Every day we take for granted that, with the click of a mouse or a tap on a touchscreen, we can instantly access the Internet to globally exchange information, finances and physical goods. The computational machinery behind the Internet is found in datacenters scattered all over the globe. Each datacenter contains many tens of thousands of computers connected together through a datacenter network. Like the Internet, datacenter networks suffer from network interference. Network interference occurs when congestion caused by some applications, delays or interferes with traffic from other applications. Network interference makes it difficult to predict network latency: the time that any given packet will take to traverse the network. The lack of predictability makes it difficult to build fast, efficient, and responsive datacenter applications.

In this dissertation I address the problem of network interference in datacenter networks. I do so primarily by exploiting network scheduling techniques. Network scheduling techniques were previously developed to provide predictability in the Internet. However, they were complex to deploy and administer because few assumptions could be made about the network. Unlike the Internet, datacenter networks are administered by a single entity, and have well known physical properties, that rarely change.

The thesis of this dissertation is that it is both possible and practical to resolve network interference in datacenter networks by using network scheduling techniques. I show that it is possible to resolve network interference by deriving a simple, and general, network scheduler and traffic regulator. I take the novel step of basing my scheduler design on a simple, but realistic, model of a datacenter switch. By regulating the flow of traffic into each switch, I show that it is possible to bound latency across the network. I develop the leaky token bucket regulator to perform this function.

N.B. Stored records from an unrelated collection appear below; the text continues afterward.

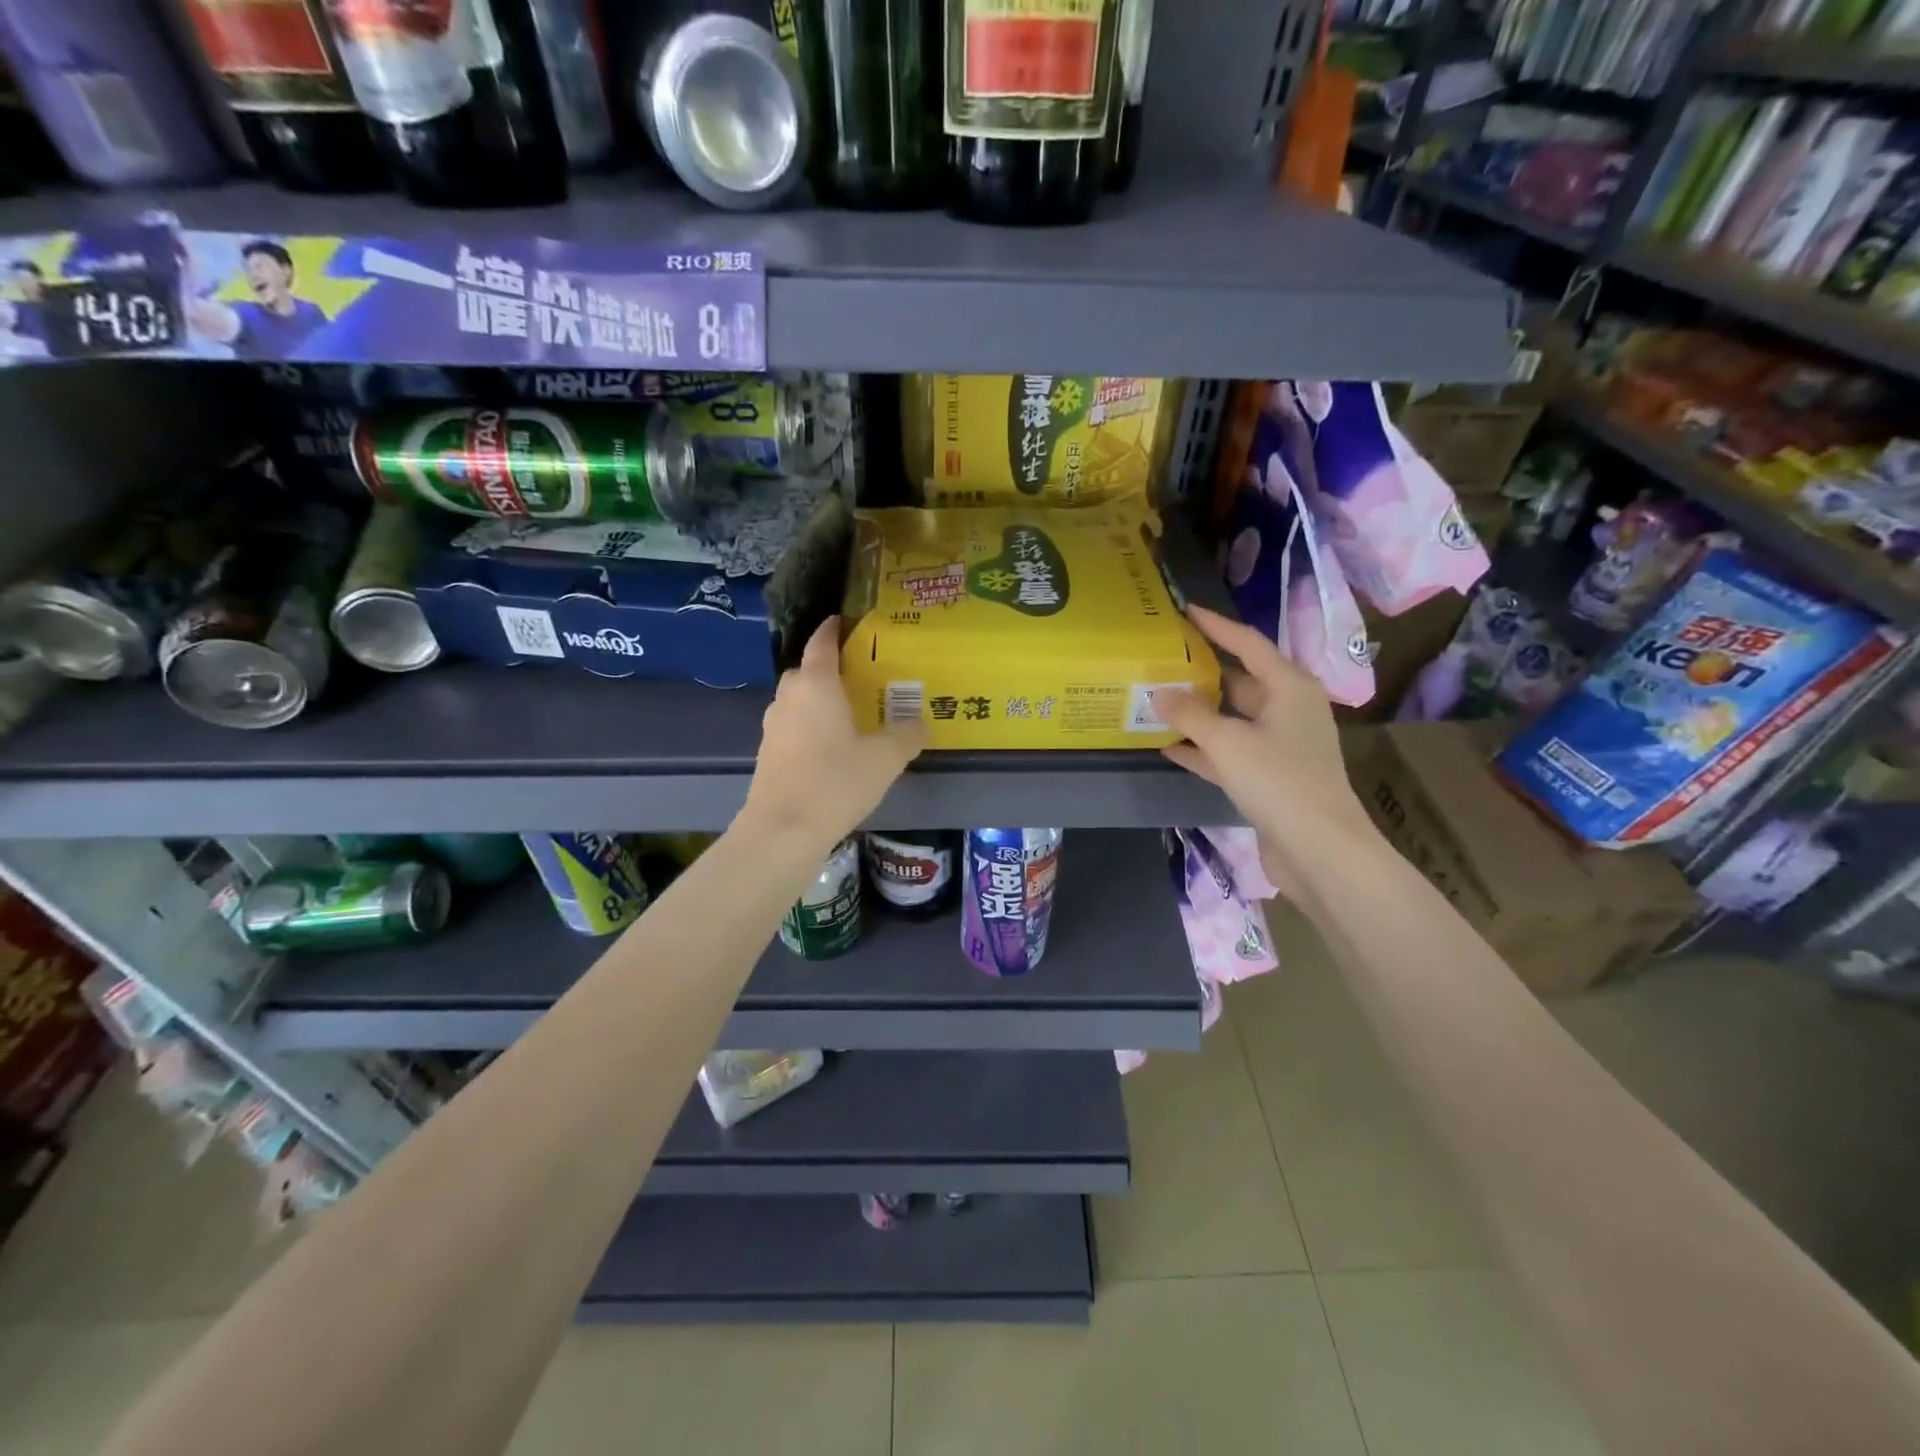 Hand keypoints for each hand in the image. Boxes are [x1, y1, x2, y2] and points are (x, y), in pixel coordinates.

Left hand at [740, 617, 925, 851]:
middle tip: (861, 675)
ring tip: (850, 711)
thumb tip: (920, 723)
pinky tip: (832, 745)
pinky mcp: (768, 752)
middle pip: (808, 670)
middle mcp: (789, 696)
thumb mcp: (885, 759)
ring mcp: (773, 725)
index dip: (834, 629)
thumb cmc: (836, 782)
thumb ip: (906, 735)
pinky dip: (811, 725)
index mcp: (816, 684)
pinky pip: (793, 725)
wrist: (783, 831)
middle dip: (830, 668)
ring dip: (820, 700)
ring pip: (799, 700)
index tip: (847, 621)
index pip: (822, 642)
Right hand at [1153, 606, 1378, 890]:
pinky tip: (1169, 748)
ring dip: (1198, 713)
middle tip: (1163, 659)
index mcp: (1290, 687)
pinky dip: (1203, 749)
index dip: (1216, 626)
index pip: (1249, 643)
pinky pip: (1230, 753)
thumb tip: (1159, 694)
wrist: (1319, 849)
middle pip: (1240, 681)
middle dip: (1203, 672)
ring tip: (1157, 701)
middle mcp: (1289, 710)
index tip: (1185, 610)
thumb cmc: (1278, 780)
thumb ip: (1190, 715)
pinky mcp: (1269, 777)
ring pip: (1232, 719)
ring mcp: (1280, 745)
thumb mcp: (1227, 742) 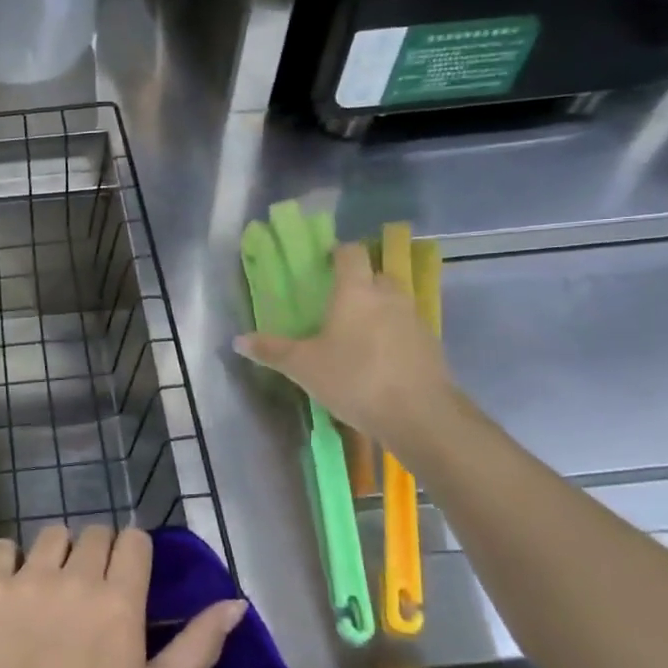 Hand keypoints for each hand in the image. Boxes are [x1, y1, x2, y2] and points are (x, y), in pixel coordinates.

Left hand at [0, 525, 246, 667]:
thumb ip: (198, 647)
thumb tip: (235, 604)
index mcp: (120, 601)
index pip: (134, 541)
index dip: (132, 553)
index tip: (125, 576)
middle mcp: (76, 577)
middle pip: (95, 532)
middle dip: (98, 551)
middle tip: (88, 587)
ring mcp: (28, 578)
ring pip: (52, 534)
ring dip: (57, 552)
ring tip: (50, 586)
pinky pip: (3, 547)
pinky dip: (10, 560)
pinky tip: (12, 587)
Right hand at [235, 241, 454, 443]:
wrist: (419, 414)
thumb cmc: (354, 379)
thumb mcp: (303, 367)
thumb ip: (272, 350)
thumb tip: (238, 340)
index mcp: (355, 291)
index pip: (350, 253)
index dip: (337, 253)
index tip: (323, 264)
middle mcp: (388, 296)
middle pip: (374, 275)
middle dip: (357, 283)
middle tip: (335, 304)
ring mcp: (413, 319)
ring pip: (392, 302)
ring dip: (375, 310)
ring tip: (354, 335)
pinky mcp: (430, 344)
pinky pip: (404, 328)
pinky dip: (391, 335)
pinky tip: (376, 360) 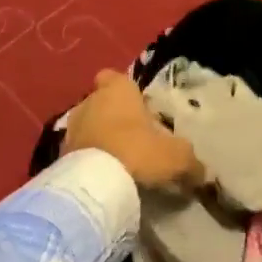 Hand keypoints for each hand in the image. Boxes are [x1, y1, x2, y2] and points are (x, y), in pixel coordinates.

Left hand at [63, 70, 202, 190]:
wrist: (93, 184)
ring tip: (118, 162)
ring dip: (100, 139)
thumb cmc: (138, 152)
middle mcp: (89, 101)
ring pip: (88, 126)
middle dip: (114, 117)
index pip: (115, 77)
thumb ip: (191, 163)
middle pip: (101, 103)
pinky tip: (103, 178)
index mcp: (117, 91)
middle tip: (134, 140)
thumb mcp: (177, 157)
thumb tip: (203, 174)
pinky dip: (88, 160)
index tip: (138, 107)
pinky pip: (78, 152)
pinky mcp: (59, 154)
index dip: (125, 90)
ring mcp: (70, 128) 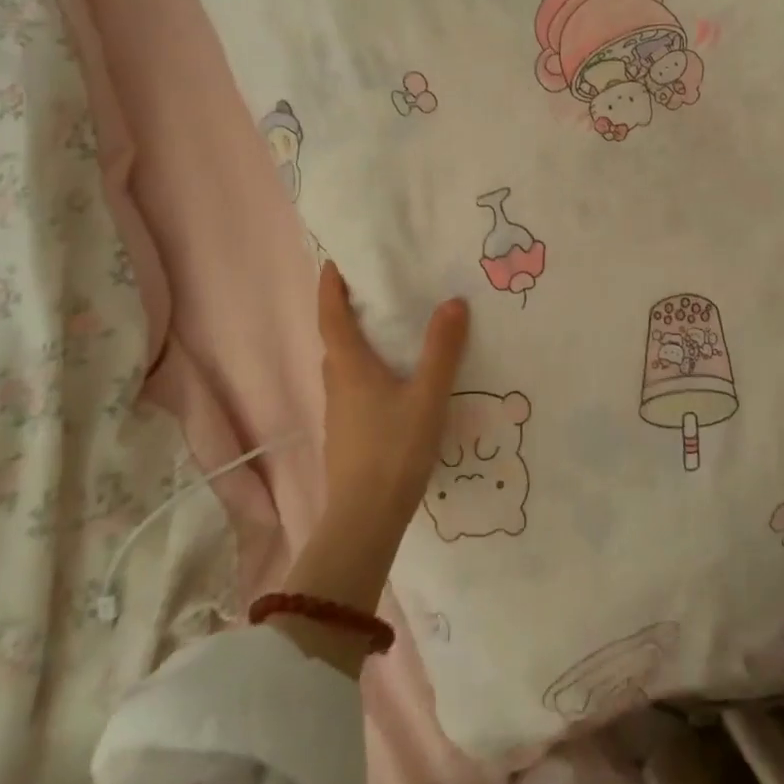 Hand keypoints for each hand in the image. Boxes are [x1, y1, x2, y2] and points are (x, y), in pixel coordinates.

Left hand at [276, 265, 468, 676]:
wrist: (365, 521)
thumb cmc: (393, 450)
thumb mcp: (427, 396)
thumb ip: (442, 350)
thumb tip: (453, 302)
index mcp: (350, 367)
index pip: (331, 316)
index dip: (330, 287)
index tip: (334, 262)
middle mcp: (337, 384)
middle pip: (335, 340)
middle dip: (346, 313)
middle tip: (372, 293)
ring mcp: (339, 414)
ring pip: (344, 368)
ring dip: (356, 345)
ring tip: (387, 334)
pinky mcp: (347, 436)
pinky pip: (353, 390)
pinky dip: (366, 373)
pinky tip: (392, 385) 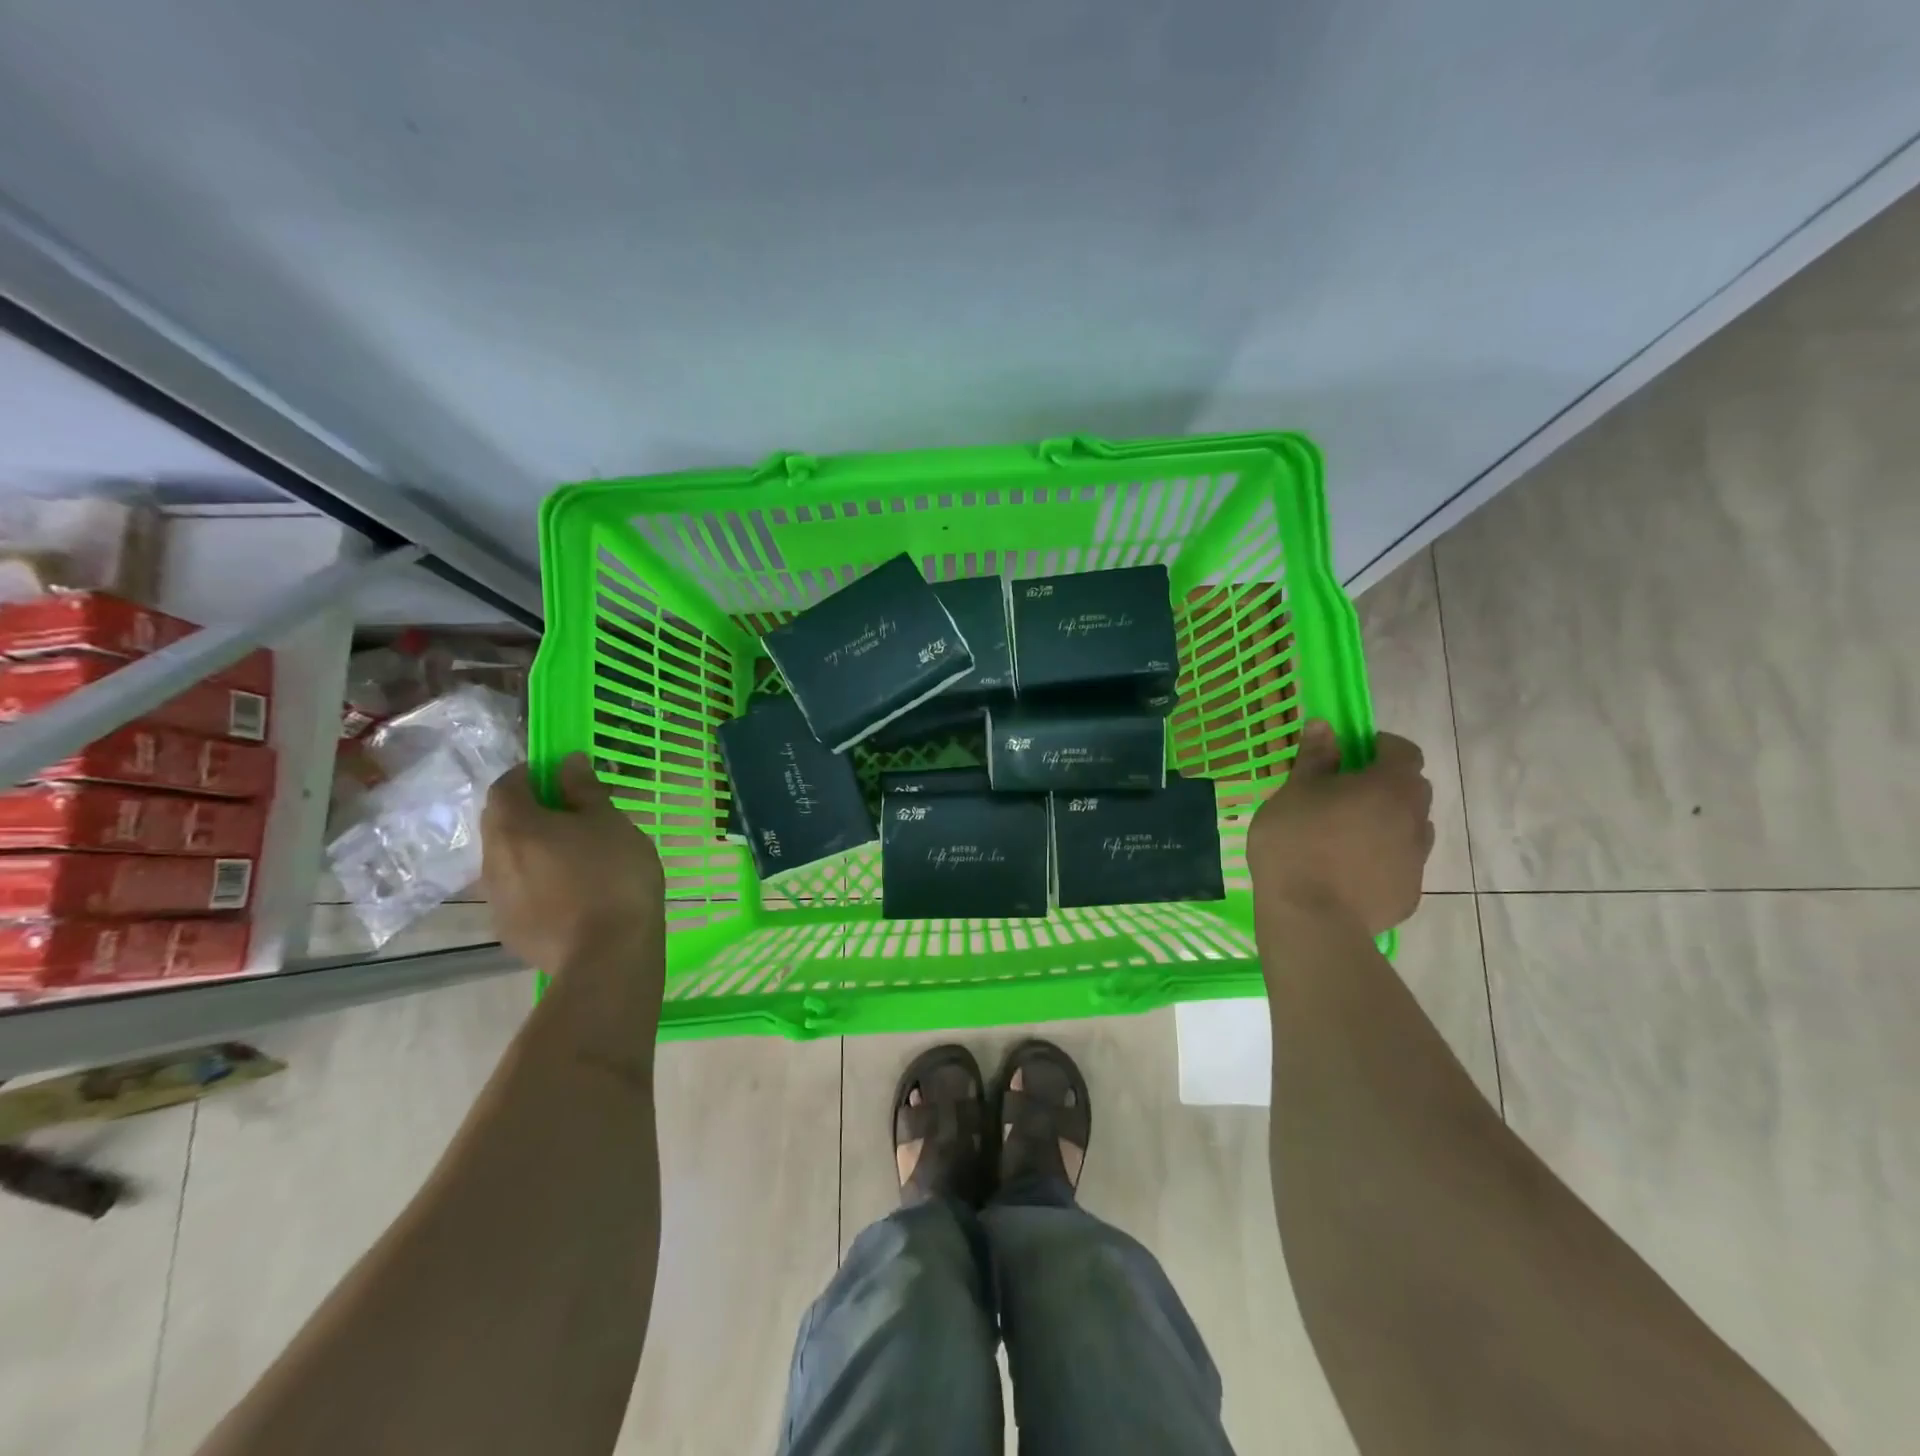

I show that my network scheduler design is practical by implementing a simple, and immediately deployable, system called QJUMP. QJUMP is thoroughly evaluated and demonstrated to resolve network interference between datacenter applications in both simulation and on a physical test-bed. I further show that QJUMP can be extended and improved upon in a variety of ways. I therefore conclude that it is both possible and practical to control network interference in datacenter networks using network scheduling techniques.